Reproduce the entries exactly, but keep the pictures out of the copy.

(Stored items)
◆ ◆ ◆ ◆
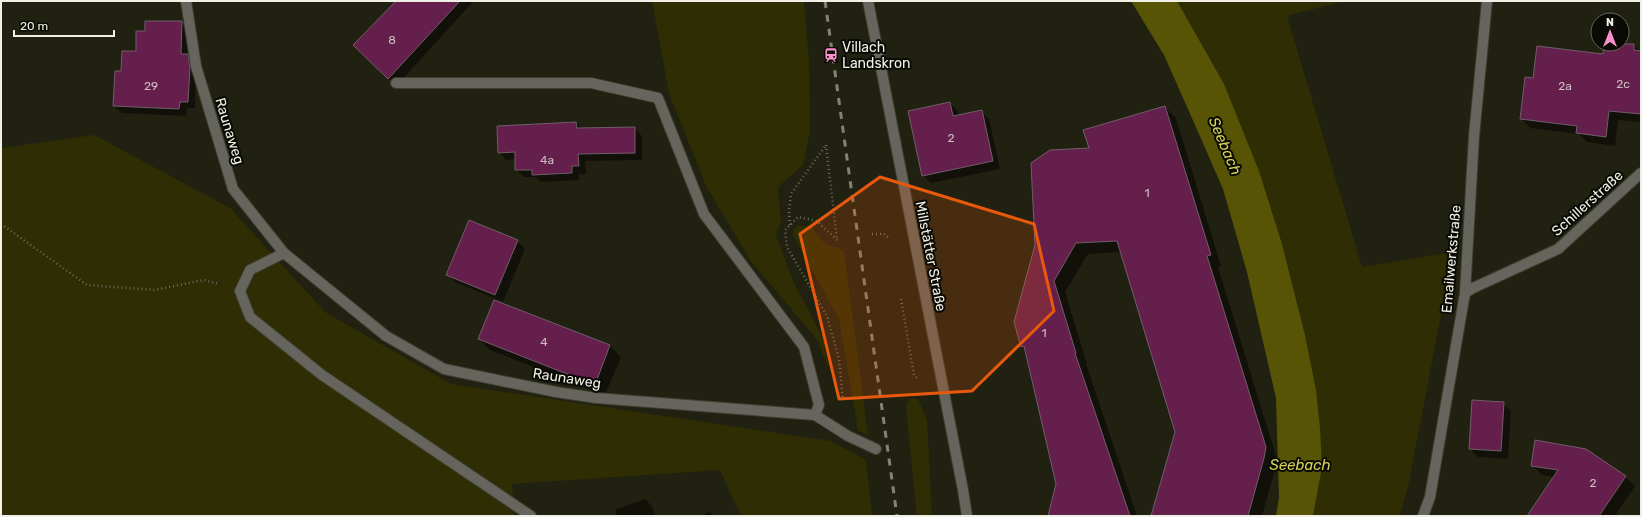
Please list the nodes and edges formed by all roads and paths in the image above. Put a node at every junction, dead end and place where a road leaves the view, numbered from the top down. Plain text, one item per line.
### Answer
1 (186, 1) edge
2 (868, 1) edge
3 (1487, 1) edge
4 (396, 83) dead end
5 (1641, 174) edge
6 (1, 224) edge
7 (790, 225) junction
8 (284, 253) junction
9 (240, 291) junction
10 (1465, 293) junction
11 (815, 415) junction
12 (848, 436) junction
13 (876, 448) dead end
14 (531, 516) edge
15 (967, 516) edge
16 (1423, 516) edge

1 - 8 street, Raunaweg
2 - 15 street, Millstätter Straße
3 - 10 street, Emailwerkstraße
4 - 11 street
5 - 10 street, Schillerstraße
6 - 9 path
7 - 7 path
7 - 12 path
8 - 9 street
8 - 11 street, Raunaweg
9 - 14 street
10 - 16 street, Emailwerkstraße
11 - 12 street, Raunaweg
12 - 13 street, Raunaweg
◆ ◆ ◆ ◆
### Solved exercise
Please list the nodes and edges formed by all roads and paths in the image above. Put a node at every junction, dead end and place where a road leaves the view, numbered from the top down. Plain text, one item per line.
### Answer
1 (186, 1) edge
2 (868, 1) edge
3 (1487, 1) edge
4 (396, 83) dead end
5 (1641, 174) edge
6 (1, 224) edge
7 (790, 225) junction
8 (284, 253) junction
9 (240, 291) junction
10 (1465, 293) junction
11 (815, 415) junction
12 (848, 436) junction
13 (876, 448) dead end
14 (531, 516) edge
15 (967, 516) edge
16 (1423, 516) edge

1 - 8 street, Raunaweg
2 - 15 street, Millstätter Straße
3 - 10 street, Emailwerkstraße
4 - 11 street
5 - 10 street, Schillerstraße
6 - 9 path
7 - 7 path
7 - 12 path
8 - 9 street
8 - 11 street, Raunaweg
9 - 14 street
10 - 16 street, Emailwerkstraße
11 - 12 street, Raunaweg
12 - 13 street, Raunaweg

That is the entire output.